Quatre vérifications se font avant signature, dans l’ordre où elles se posent.

  1. Contrôler que le métier concerné n’impose pas de carte, d’agrément ou d’immatriculation : immobilier, assurance, crédit et professions de santé écartent d’emblée l’apport rémunéré classique.
  2. Écrire le fait générateur de la commission et le délai de paiement en chiffres, avec l’obligation pour l’entreprise de transmettre le justificatif correspondant.
  3. Annexer la liste nominative et datée des prospects présentés, et prévoir sa mise à jour à chaque nouvelle mise en relation.
  4. Interdire expressément à l’apporteur de négocier ou de conclure au nom de l’entreprise, seule protection réelle contre l’article L134-12 du code de commerce.

Un contrat qui coche ces quatre points tient en trois pages et se relit en dix minutes. C’est à peu près le temps qu’il fait gagner, multiplié par cent, le jour où la relation s’arrête.

Questions fréquentes sur l’apporteur d’affaires

Faut-il un statut particulier pour être apporteur d’affaires ?

Aucun diplôme ni agrément n’est exigé pour l’apport d’affaires en général, mais une immatriculation est indispensable pour encaisser une commission : micro-entreprise, entreprise individuelle ou société.
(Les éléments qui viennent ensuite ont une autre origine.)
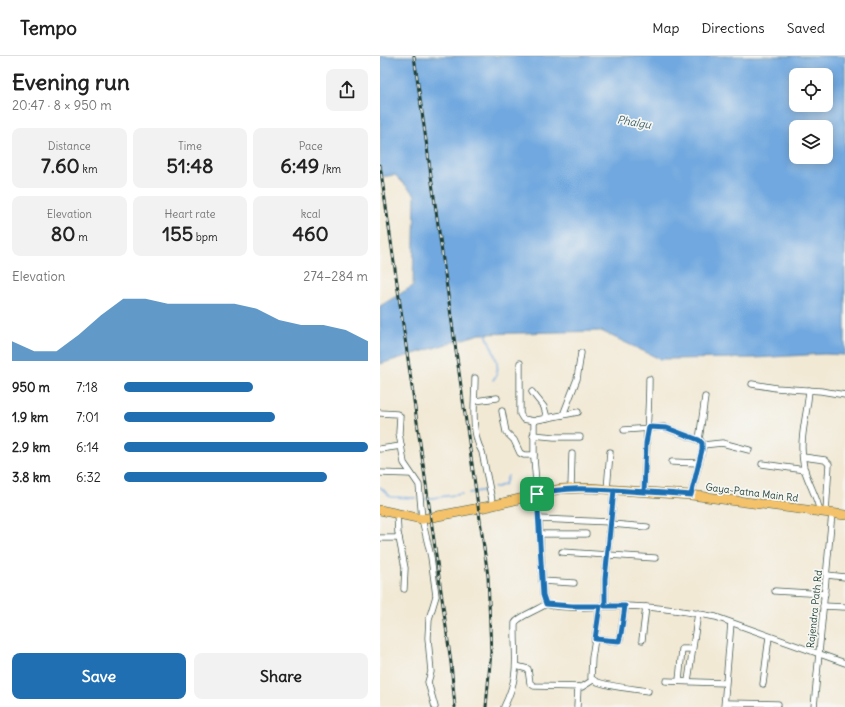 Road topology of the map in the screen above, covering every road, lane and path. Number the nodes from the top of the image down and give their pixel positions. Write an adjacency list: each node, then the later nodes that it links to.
1 (581, 353): 15 (street)
2 (520, 363): 17 (street)
3 (475, 378): 11 (street)
4 (649, 379): 18 (street)
5 (752, 384): 6 (street)
6 (809, 390): 8 (street); 30 (street)
7 (532, 392): 16 (street)
8 (845, 395)
9 (705, 397): 22 (street)
10 (497, 398): 11 (street)
11 (475, 401): 42 (street)
12 (502, 411): 28 (street)
13 (578, 412): 15 (street)
14 (380, 413): 24 (street)
15 (563, 415): 16 (street)
16 (547, 418): 17 (street)
17 (534, 421): 20 (street)
18 (649, 427): 19 (street); 22 (street); 39 (street)
19 (624, 430)
20 (533, 435): 21 (street); 28 (street)
21 (580, 437)
22 (699, 440): 23 (street)
23 (703, 445): 26 (street); 32 (street)
24 (401, 446): 25 (street); 36 (street)
25 (380, 449)
26 (749, 450)
27 (610, 452): 38 (street)
28 (534, 454): 40 (street)
29 (572, 454): 37 (street)
30 (803, 458): 34 (street); 44 (street, Rajendra Path Rd)
31 (672, 462): 32 (street)
32 (698, 463): 41 (street)
33 (762, 464): 34 (street)
34 (805, 470): 44 (street)
35 (380, 474): 36 (street)
36 (411, 474): 47 (street)
37 (571, 488): 38 (main road, Gaya-Patna Main Rd); 40 (main road, Gaya-Patna Main Rd)
38 (611, 490): 39 (main road, Gaya-Patna Main Rd); 49 (street)
39 (644, 492): 41 (main road, Gaya-Patna Main Rd)
40 (537, 494): 42 (main road, Gaya-Patna Main Rd); 48 (street)
41 (691, 495): 44 (main road, Gaya-Patna Main Rd)
42 (491, 506): 47 (main road, Gaya-Patna Main Rd)
43 (380, 510): 45 (main road)
44 (826, 512): 46 (main road, Gaya-Patna Main Rd); 58 (street, Rajendra Path Rd)
45 (398, 514): 47 (main road); 54 (street)
46 (845, 515)
47 (425, 518): 90 (street)
48 (539, 519): 49 (street); 51 (street)
49 (611, 523): 50 (street); 56 (street)
50 (647, 527)
51 (540, 534): 52 (street); 60 (street)
52 (586, 534)
53 (380, 538): 54 (street)
54 (399, 538): 62 (street)
55 (562, 552): 56 (street)
56 (607, 554): 57 (street); 66 (street)
57 (655, 558)
58 (827, 575): 59 (street); 64 (street, Rajendra Path Rd)
59 (845, 577)
60 (542, 582): 61 (street); 65 (street)
61 (574, 583)
62 (404, 589)
63 (775, 591): 64 (street)
64 (825, 594): 68 (street, Rajendra Path Rd)
65 (546, 604): 66 (street); 79 (street)
66 (603, 606): 67 (street); 74 (street)
67 (625, 606): 69 (street); 74 (street)
68 (823, 606): 70 (street); 77 (street, Rajendra Path Rd)
69 (646, 607): 71 (street); 75 (street)
70 (845, 607)
71 (698, 613): 72 (street); 76 (street)
72 (731, 622): 73 (street); 84 (street)
73 (769, 636): 77 (street); 85 (street)
74 (595, 639): 80 (street)
75 (642, 640)
76 (692, 648): 82 (street); 83 (street)
77 (818, 654): 78 (street); 93 (street, Rajendra Path Rd)
78 (845, 664)
79 (516, 666): 86 (street); 91 (street)
80 (593, 680): 86 (street); 87 (street)
81 (666, 680): 82 (street)
82 (679, 681): 83 (street)
83 (688, 681): 84 (street)
84 (725, 683): 89 (street)
85 (763, 684)
86 (578, 688): 92 (street)
87 (648, 691)
88 (778, 704): 89 (street)
89 (724, 705)
90 (435, 707)
91 (504, 707)
92 (577, 707)
93 (814, 707)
Sans immatriculation, la commission versée relève du travail dissimulé au sens des articles L8221-1 et suivants du code du travail. Les secteurs réglementés, comme l’immobilier sous la loi Hoguet du 2 janvier 1970 ou l’intermédiation en assurance soumise à immatriculation ORIAS, imposent en plus une carte ou une inscription.

Quelle commission un apporteur d’affaires peut-il demander ?
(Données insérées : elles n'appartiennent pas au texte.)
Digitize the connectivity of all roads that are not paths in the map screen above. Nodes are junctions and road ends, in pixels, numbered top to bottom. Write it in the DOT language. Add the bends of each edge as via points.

Aucun texte ne fixe de taux : la commission se négocie librement en application de l’article 1102 du code civil. L’assiette pèse davantage que le taux sur le montant finalement versé. Un pourcentage du chiffre d’affaires hors taxes est simple à vérifier pour l’apporteur ; un pourcentage de la marge protège mieux l’entreprise mais suppose de lui ouvrir ses chiffres ; un forfait par affaire supprime toute discussion mais ne s’indexe sur rien.

La commission est-elle due dès la mise en relation ou après la signature ?

Cela dépend uniquement de ce que le contrat prévoit, puisqu’aucune règle légale ne s’applique par défaut. En pratique, deux faits générateurs dominent : la signature du contrat par le client, qui fait porter le risque d’impayé à l’entreprise, et l’encaissement effectif, qui le fait porter à l’apporteur. Le contrat doit aussi prévoir le sort de la commission en cas d’annulation par le client.

Quel est le risque principal d’un contrat d’apport d’affaires mal rédigé ?

La requalification en contrat d’agent commercial. Si l’apporteur négocie les prix ou conclut au nom de l’entreprise de façon habituelle, il entre dans la définition de l’article L134-1 du code de commerce, et l’article L134-12 lui ouvre droit à une indemnité compensatrice à la fin de la relation, calculée sur les commissions des dernières années. Une clause interdisant expressément la négociation limite ce risque.

Un réseau de recommandation remplace-t-il un apporteur d’affaires commissionné ?

Les deux modèles répondent au même besoin avec une économie inverse. L’apporteur ne coûte rien tant qu’il n’apporte rien, puis coûte un pourcentage de chaque affaire. Un réseau d’affaires comme Solydari se paie à la cotisation, à partir de 50 € HT par mois pour la formule à deux réunions mensuelles avec un engagement d’un an, sans aucune commission sur les affaires échangées entre membres. Le second modèle suppose en revanche d’être présent aux réunions et de recommander soi-même.